--- GOAL OF THE EXERCISE ---
Output all the data exactly. Pictures do not belong in the copy.

--- Source data ---
***

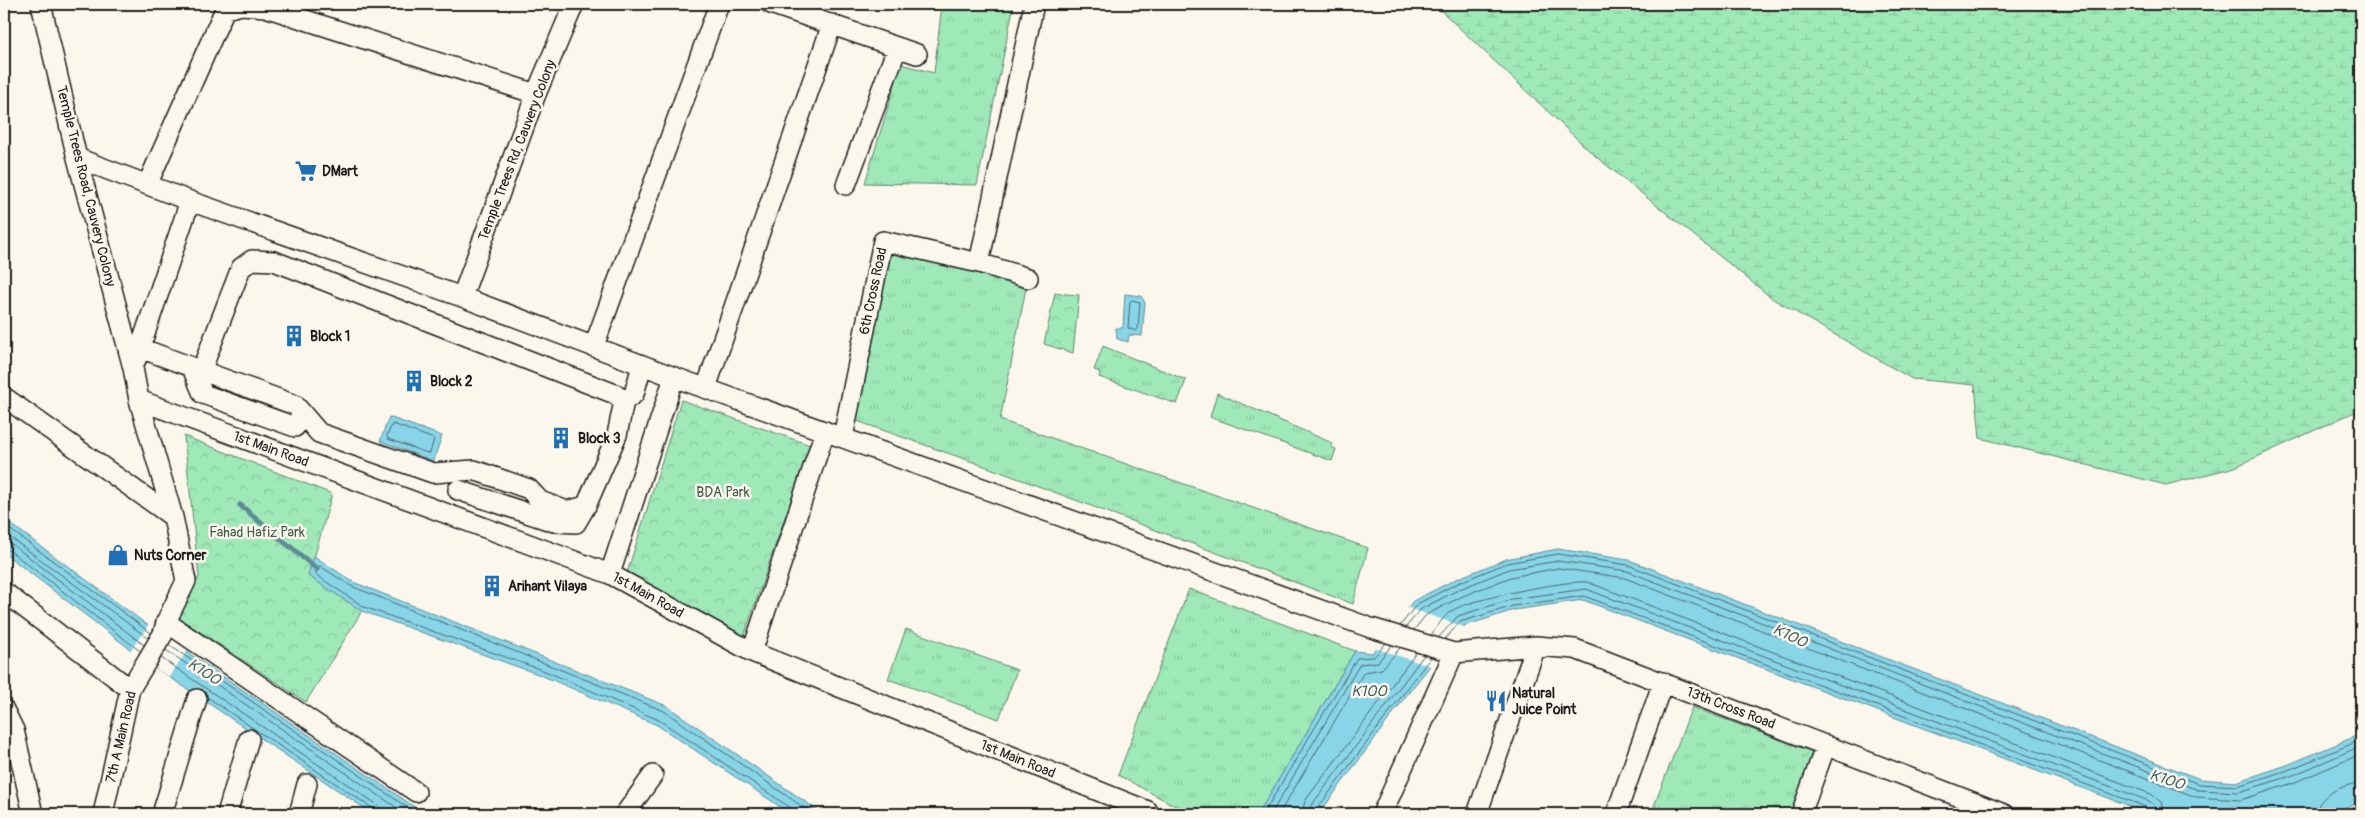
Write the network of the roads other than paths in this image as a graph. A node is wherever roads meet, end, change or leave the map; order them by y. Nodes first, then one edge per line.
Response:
1 (41, 4) edge
2 (574, 4) edge
3 (719, 4) edge
4 (771, 4) edge
5 (1034, 4) edge
6 (832, 24) junction
7 (897, 48) junction
8 (917, 54) dead end
9 (536, 94) junction
10 (78, 158) junction
11 (148, 183) junction
12 (846, 185) dead end
13 (190, 201) junction
14 (980, 263) junction
15 (1028, 278) dead end
16 (462, 298) junction
17 (594, 346) junction
18 (140, 348) junction
19 (642, 365) junction
20 (133, 368) junction
21 (196, 370) junction
22 (674, 377) junction
23 (706, 388) junction
24 (4, 397) edge
25 (139, 400) junction
26 (624, 401) junction
27 (295, 427) dead end
28 (834, 434) junction
29 (458, 490) dead end
30 (586, 506) junction
31 (173, 517) junction
32 (610, 574) junction
33 (4, 592) edge
34 (165, 628) junction
35 (1536, 646) junction
36 (752, 652) junction
37 (1452, 653) junction
38 (1663, 682) junction
39 (130, 689) junction
40 (197, 699) dead end
41 (4, 710) edge
42 (249, 739) dead end
43 (1826, 745) junction
44 (653, 775) dead end
45 (307, 784) dead end
46 (416, 792) dead end
47 (1148, 811) dead end
48 (33, 814) edge
49 (102, 814) edge
50 (162, 814) edge
51 (227, 814) edge
52 (299, 814) edge
53 (625, 814) edge
54 (1382, 814) edge
55 (1477, 814) edge
56 (1616, 814) edge
57 (1801, 814) edge
58 (2004, 814) edge

1 - 10 street, Temple Trees Road, Cauvery Colony
2 - 9 street, Temple Trees Rd, Cauvery Colony
3 - 17 street
4 - 6 street
5 - 14 street
6 - 7 street
6 - 23 street
7 - 8 street
7 - 12 street
9 - 11 street
9 - 16 street, Temple Trees Rd, Cauvery Colony
10 - 11 street
10 - 20 street, Temple Trees Road, Cauvery Colony
11 - 13 street
13 - 16 street
13 - 18 street
14 - 15 street
14 - 28 street, 6th Cross Road
16 - 17 street
17 - 19 street
18 - 20 street
18 - 21 street
19 - 22 street
19 - 26 street
20 - 25 street, Temple Trees Road, Cauvery Colony
21 - 26 street
21 - 27 street
21 - 30 street
22 - 23 street
22 - 32 street
23 - 28 street
24 - 31 street
25 - 31 street, Temple Trees Road, Cauvery Colony
25 - 32 street, 1st Main Road
26 - 30 street
28 - 36 street
28 - 37 street
29 - 30 street
31 - 34 street, 7th A Main Road
32 - 36 street, 1st Main Road
33 - 39 street
34 - 39 street, 7th A Main Road
34 - 46 street
35 - 37 street, 13th Cross Road
35 - 38 street, 13th Cross Road
35 - 55 street
36 - 47 street, 1st Main Road
37 - 54 street
38 - 43 street, 13th Cross Road
38 - 56 street
39 - 49 street, 7th A Main Road
40 - 50 street
41 - 48 street
42 - 51 street
43 - 57 street
43 - 58 street, 13th Cross Road
44 - 53 street
45 - 52 street

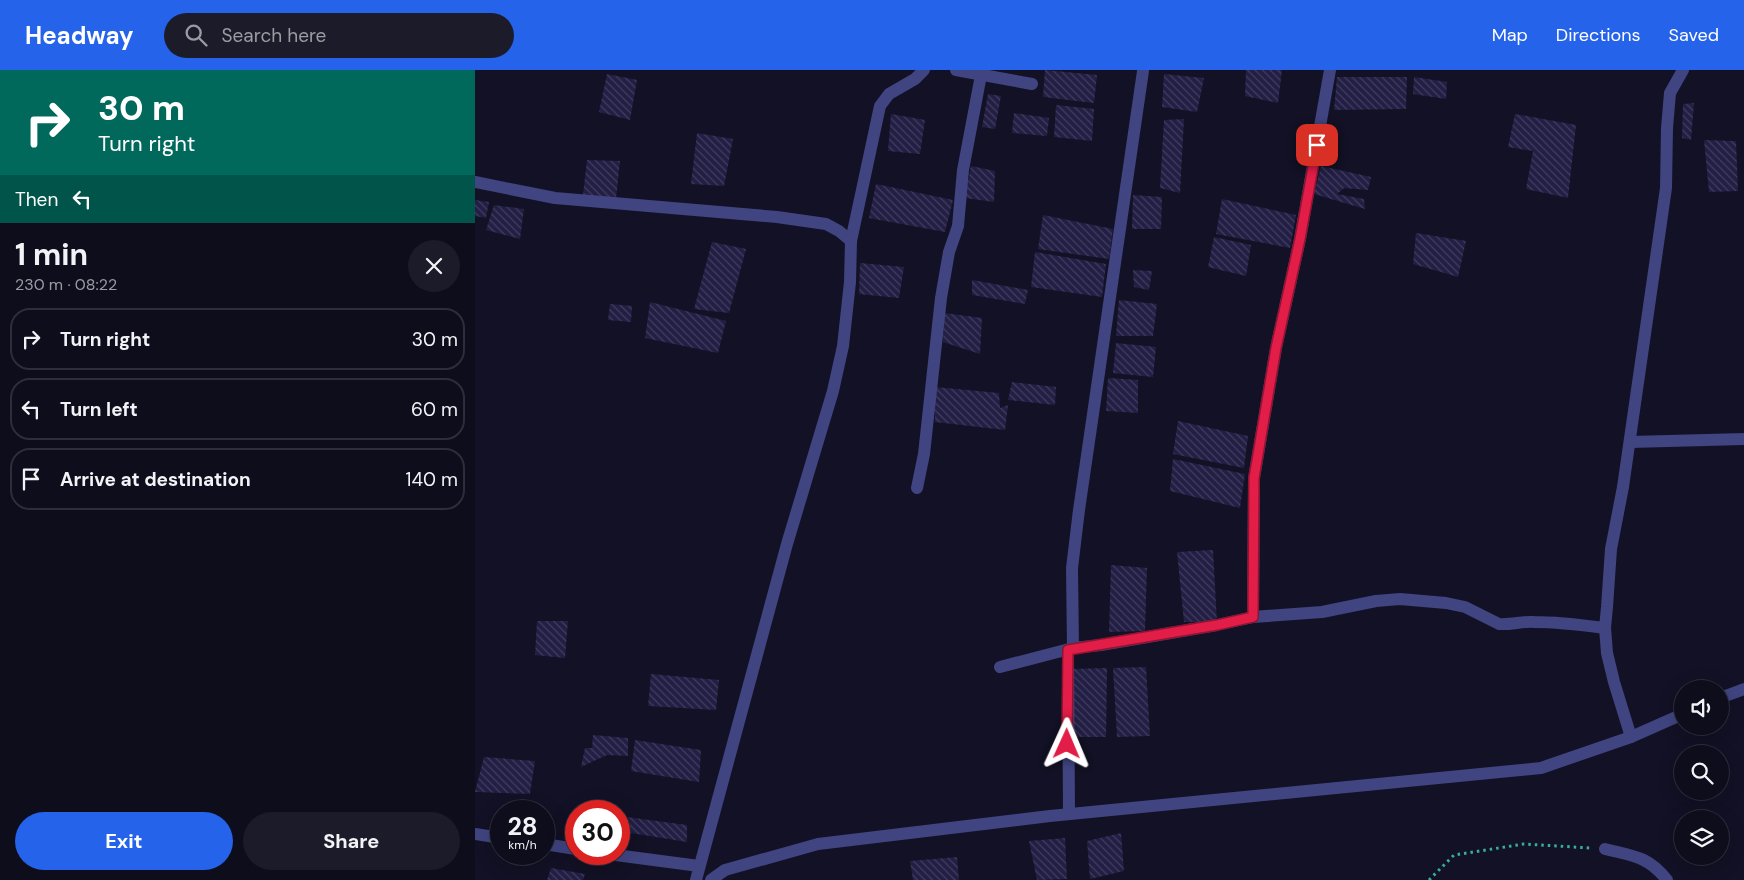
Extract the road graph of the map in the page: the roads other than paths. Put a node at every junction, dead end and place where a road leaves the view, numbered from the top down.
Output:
1 (924, 70) edge
2 (956, 70) edge
3 (1330, 70) edge
4 (1683, 70) edge
5 (1143, 71) dead end
6 (981, 75) junction
7 (1032, 84) dead end
8 (475, 182) edge
9 (851, 241) junction
10 (1744, 439) edge
11 (1630, 442) junction
12 (917, 488) dead end
13 (1253, 617) junction
14 (1605, 628) junction
15 (1070, 649) junction
16 (1000, 666) dead end
17 (1744, 689) edge
18 (1729, 695) edge
19 (1674, 718) edge
20 (1631, 737) junction
21 (1069, 814) junction
22 (475, 834) edge
23 (490, 836) edge
24 (1605, 848) road end
25 (630, 857) edge
26 (699, 866) junction
27 (695, 880) edge
28 (711, 880) edge
29 (1667, 880) edge

1 - 9 street
2 - 6 street
3 - 13 street
4 - 11 street
5 - 15 street
6 - 7 street
6 - 12 street
8 - 9 street
9 - 26 street
10 - 11 street
11 - 14 street
13 - 14 street
13 - 15 street
14 - 20 street
15 - 16 street
15 - 21 street
17 - 18 street
19 - 20 street
20 - 21 street
21 - 28 street
22 - 23 street
24 - 29 street
25 - 26 street
26 - 27 street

***

--- RESPONSE ---
Write the network of the roads other than paths in this image as a graph. A node is wherever roads meet, end, change or leave the map; order them by y. Nodes first, then one edge per line.
Response:
1 (41, 4) edge
2 (574, 4) edge
3 (719, 4) edge
4 (771, 4) edge
5 (1034, 4) edge
6 (832, 24) junction
7 (897, 48) junction
8 (917, 54) dead end
9 (536, 94) junction
10 (78, 158) junction
11 (148, 183) junction
12 (846, 185) dead end
13 (190, 201) junction
14 (980, 263) junction
15 (1028, 278) dead end
16 (462, 298) junction
17 (594, 346) junction
18 (140, 348) junction
19 (642, 365) junction
20 (133, 368) junction
21 (196, 370) junction
22 (674, 377) junction
23 (706, 388) junction
24 (4, 397) edge
25 (139, 400) junction
26 (624, 401) junction
27 (295, 427) dead end
28 (834, 434) junction
29 (458, 490) dead end
30 (586, 506) junction
31 (173, 517) junction
32 (610, 574) junction
33 (4, 592) edge
34 (165, 628) junction
35 (1536, 646) junction
36 (752, 652) junction
37 (1452, 653) junction
38 (1663, 682) junction
39 (130, 689) junction
40 (197, 699) dead end
41 (4, 710) edge
42 (249, 739) dead end
43 (1826, 745) junction
44 (653, 775) dead end
45 (307, 784) dead end
46 (416, 792) dead end
47 (1148, 811) dead end
48 (33, 814) edge
49 (102, 814) edge
50 (162, 814) edge
51 (227, 814) edge
52 (299, 814) edge
53 (625, 814) edge
54 (1382, 814) edge
55 (1477, 814) edge
56 (1616, 814) edge
57 (1801, 814) edge
58 (2004, 814) edge

1 - 10 street, Temple Trees Road, Cauvery Colony
2 - 9 street, Temple Trees Rd, Cauvery Colony
3 - 17 street
4 - 6 street
5 - 14 street
6 - 7 street
6 - 23 street
7 - 8 street
7 - 12 street
9 - 11 street
9 - 16 street, Temple Trees Rd, Cauvery Colony
10 - 11 street
10 - 20 street, Temple Trees Road, Cauvery Colony
11 - 13 street
13 - 16 street
13 - 18 street
14 - 15 street
14 - 28 street, 6th Cross Road
16 - 17 street
17 - 19 street
18 - 20 street
18 - 21 street
19 - 22 street
19 - 26 street
20 - 25 street, Temple Trees Road, Cauvery Colony
21 - 26 street
21 - 27 street
21 - 30 street
22 - 23 street
22 - 32 street
23 - 28 street
24 - 31 street
25 - 31 street, Temple Trees Road, Cauvery Colony
25 - 32 street, 1st Main Road
26 - 30 street
28 - 36 street
28 - 37 street
29 - 30 street
31 - 34 street, 7th A Main Road
32 - 36 street, 1st Main Road
33 - 39 street
34 - 39 street, 7th A Main Road
34 - 46 street
35 - 37 street, 13th Cross Road
35 - 38 street, 13th Cross Road
35 - 55 street
36 - 47 street, 1st Main Road
37 - 54 street
38 - 43 street, 13th Cross Road
38 - 56 street
39 - 49 street, 7th A Main Road
40 - 50 street
41 - 48 street
42 - 51 street
43 - 57 street
43 - 58 street, 13th Cross Road
44 - 53 street
45 - 52 street

Extract the road graph of the map in the page: the roads other than paths. Put a node at every junction, dead end and place where a road leaves the view, numbered from the top down.
Output:
1 (924, 70) edge
2 (956, 70) edge
3 (1330, 70) edge
4 (1683, 70) edge
5 (1143, 71) dead end
6 (981, 75) junction
7 (1032, 84) dead end
8 (475, 182) edge
9 (851, 241) junction
10 (1744, 439) edge
11 (1630, 442) junction
12 (917, 488) dead end
13 (1253, 617) junction
14 (1605, 628) junction
15 (1070, 649) junction
16 (1000, 666) dead end
17 (1744, 689) edge
18 (1729, 695) edge
19 (1674, 718) edge
20 (1631, 737) junction
21 (1069, 814) junction
22 (475, 834) edge
23 (490, 836) edge
24 (1605, 848) road end
25 (630, 857) edge
26 (699, 866) junction
27 (695, 880) edge
28 (711, 880) edge
29 (1667, 880) edge

1 - 9 street
2 - 6 street
3 - 13 street
4 - 11 street
5 - 15 street
6 - 7 street
6 - 12 street
8 - 9 street
9 - 26 street
10 - 11 street
11 - 14 street
13 - 14 street
13 - 15 street
14 - 20 street
15 - 16 street
15 - 21 street
17 - 18 street
19 - 20 street
20 - 21 street
21 - 28 street
22 - 23 street
24 - 29 street
25 - 26 street
26 - 27 street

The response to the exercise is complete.